The authors declare that the research was conducted in the absence of any commercial or financial relationships that could be construed as a potential conflict of interest.

Figures

FIGURE 1
FIGURE 1
The prevalence of USH2A-IRD and variant category of 768 distinct USH2A variants. (A) Homozygous or compound heterozygous pathogenic mutations were detected in 218 (16.34%, 218/1,334) patients with USH2A-IRD; (B) 218 genetically solved USH2A-IRD patients, including 190 RP and 28 USH patients; (C) ACMG classification of 768 distinct USH2A variants; (D) Proportion of six types of 768 distinct USH2A sequence variants.
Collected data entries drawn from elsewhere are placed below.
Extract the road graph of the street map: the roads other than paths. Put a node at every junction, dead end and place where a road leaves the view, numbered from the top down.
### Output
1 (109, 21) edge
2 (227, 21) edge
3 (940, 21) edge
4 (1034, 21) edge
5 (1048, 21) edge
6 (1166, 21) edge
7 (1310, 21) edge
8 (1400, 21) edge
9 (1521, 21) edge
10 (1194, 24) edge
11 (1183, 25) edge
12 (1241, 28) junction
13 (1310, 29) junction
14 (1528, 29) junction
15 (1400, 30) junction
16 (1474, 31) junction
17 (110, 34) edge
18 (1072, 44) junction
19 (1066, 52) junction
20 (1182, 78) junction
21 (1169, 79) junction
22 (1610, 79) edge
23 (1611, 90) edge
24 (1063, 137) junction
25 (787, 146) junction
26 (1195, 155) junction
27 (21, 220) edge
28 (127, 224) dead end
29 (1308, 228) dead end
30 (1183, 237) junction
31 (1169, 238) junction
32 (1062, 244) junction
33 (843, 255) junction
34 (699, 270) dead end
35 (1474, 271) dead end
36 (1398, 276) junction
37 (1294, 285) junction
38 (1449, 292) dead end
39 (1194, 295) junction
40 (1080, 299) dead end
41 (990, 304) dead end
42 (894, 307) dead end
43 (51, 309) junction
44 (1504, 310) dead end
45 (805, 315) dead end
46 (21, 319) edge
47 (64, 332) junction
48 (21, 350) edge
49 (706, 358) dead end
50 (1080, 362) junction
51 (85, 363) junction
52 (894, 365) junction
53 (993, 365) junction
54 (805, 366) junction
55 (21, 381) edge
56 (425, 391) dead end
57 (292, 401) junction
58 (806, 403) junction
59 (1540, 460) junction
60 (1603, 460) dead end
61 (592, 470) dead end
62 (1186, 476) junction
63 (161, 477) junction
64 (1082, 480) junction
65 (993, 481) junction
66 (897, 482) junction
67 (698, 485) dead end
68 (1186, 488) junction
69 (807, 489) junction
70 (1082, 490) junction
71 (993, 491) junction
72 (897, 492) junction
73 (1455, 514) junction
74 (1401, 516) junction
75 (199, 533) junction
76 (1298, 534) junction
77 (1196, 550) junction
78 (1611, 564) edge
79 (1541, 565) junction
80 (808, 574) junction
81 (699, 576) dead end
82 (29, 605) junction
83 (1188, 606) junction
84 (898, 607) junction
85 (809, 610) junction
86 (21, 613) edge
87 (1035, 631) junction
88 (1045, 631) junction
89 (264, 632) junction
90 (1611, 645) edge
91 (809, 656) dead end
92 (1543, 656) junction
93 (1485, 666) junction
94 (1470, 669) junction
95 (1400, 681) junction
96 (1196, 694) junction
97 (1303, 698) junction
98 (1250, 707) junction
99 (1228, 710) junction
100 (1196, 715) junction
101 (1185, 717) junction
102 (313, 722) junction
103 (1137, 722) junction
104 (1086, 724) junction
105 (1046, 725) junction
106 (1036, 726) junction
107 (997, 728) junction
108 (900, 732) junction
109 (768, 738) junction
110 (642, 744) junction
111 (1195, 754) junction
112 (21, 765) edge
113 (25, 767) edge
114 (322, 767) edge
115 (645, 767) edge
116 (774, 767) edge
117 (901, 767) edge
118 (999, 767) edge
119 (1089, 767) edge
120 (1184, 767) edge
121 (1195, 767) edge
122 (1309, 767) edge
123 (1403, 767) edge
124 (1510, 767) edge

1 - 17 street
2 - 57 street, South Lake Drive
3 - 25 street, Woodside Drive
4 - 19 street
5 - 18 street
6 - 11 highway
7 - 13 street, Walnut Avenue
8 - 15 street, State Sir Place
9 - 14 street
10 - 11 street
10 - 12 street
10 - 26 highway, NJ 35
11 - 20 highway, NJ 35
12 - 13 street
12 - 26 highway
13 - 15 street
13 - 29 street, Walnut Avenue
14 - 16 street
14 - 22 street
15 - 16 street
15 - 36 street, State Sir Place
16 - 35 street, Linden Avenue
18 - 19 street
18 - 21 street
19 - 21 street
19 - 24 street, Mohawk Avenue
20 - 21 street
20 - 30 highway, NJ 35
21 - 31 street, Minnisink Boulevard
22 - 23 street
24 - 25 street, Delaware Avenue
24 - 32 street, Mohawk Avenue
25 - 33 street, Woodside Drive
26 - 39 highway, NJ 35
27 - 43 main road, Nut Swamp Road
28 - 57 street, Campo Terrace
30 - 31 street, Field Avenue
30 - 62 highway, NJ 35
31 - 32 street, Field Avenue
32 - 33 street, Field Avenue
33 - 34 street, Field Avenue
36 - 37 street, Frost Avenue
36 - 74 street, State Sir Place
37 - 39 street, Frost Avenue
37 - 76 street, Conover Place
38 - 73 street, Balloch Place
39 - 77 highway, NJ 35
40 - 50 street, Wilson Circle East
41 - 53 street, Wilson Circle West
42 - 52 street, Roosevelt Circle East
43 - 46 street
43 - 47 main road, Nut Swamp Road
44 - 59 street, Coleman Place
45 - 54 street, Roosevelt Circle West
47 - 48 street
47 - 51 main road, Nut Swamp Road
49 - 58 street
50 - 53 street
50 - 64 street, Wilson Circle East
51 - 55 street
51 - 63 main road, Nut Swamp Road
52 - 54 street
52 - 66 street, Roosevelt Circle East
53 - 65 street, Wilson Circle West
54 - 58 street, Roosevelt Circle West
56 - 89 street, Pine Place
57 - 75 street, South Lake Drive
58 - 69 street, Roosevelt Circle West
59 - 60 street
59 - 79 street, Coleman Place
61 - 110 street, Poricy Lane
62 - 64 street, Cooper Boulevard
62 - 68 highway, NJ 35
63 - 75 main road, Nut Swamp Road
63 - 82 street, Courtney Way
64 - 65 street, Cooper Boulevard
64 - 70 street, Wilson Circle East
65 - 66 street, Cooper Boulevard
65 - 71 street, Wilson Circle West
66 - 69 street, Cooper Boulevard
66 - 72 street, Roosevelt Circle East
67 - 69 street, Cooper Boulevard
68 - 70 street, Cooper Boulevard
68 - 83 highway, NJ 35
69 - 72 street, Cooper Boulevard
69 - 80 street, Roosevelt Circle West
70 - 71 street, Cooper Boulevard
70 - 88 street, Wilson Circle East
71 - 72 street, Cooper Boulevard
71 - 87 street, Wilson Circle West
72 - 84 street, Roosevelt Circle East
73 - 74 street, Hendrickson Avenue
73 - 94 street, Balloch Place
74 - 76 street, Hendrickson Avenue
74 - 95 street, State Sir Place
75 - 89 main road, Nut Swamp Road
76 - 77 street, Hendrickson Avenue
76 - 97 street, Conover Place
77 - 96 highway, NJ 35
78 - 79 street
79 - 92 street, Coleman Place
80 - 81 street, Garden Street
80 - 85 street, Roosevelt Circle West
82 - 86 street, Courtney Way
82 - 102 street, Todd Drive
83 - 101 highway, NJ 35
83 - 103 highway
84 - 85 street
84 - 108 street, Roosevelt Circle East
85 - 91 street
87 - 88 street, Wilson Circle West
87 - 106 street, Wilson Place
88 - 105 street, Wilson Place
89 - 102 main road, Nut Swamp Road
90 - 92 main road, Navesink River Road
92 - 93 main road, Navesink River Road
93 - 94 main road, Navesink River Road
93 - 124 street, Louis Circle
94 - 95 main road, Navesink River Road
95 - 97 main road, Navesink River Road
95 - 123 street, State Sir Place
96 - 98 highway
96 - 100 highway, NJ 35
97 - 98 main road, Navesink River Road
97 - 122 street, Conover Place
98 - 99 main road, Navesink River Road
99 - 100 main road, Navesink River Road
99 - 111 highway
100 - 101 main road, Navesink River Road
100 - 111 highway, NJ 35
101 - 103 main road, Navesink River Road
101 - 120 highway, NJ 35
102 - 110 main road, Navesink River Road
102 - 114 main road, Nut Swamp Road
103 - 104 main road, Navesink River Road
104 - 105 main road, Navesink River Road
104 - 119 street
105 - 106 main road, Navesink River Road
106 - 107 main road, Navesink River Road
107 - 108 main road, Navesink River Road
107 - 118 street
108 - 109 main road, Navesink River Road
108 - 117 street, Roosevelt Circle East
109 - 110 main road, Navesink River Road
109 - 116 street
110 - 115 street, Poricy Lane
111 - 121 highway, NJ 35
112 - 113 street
P or LP, pathogenic or likely pathogenic; VUS, variants of uncertain significance; B or LB, benign or likely benign.
FIGURE 2
FIGURE 2
Naturally occurring mutations of USH2A detected in patients with IRD. Blue indicates novel mutations first reported in this study; Red indicates mutations were founder mutations identified in East Asian Populations.
FIGURE 3
FIGURE 3
The type of variation and the distribution of genotype subgroups. (A) Variation types of 388 alleles in USH2A-related RP patients (n = 190); (B) Variation types of 56 alleles in USH2A-related USH patients (n = 28); (C) Allele ratios of distinct variant types between RP and USH, missense group (244 vs. 17), splice and intron group (75 vs. 18), frameshift group (44 vs. 12), nonsense group (24 vs. 9), inframe group (1 vs. 0); (D) Comparison of variant combinations between RP and USH patients, missense/missense group (75 vs. 1), missense/truncating group (89 vs. 15), and truncating/truncating group (26 vs. 12). χ2test: *p < 0.05; **p < 0.01; ***p < 0.001.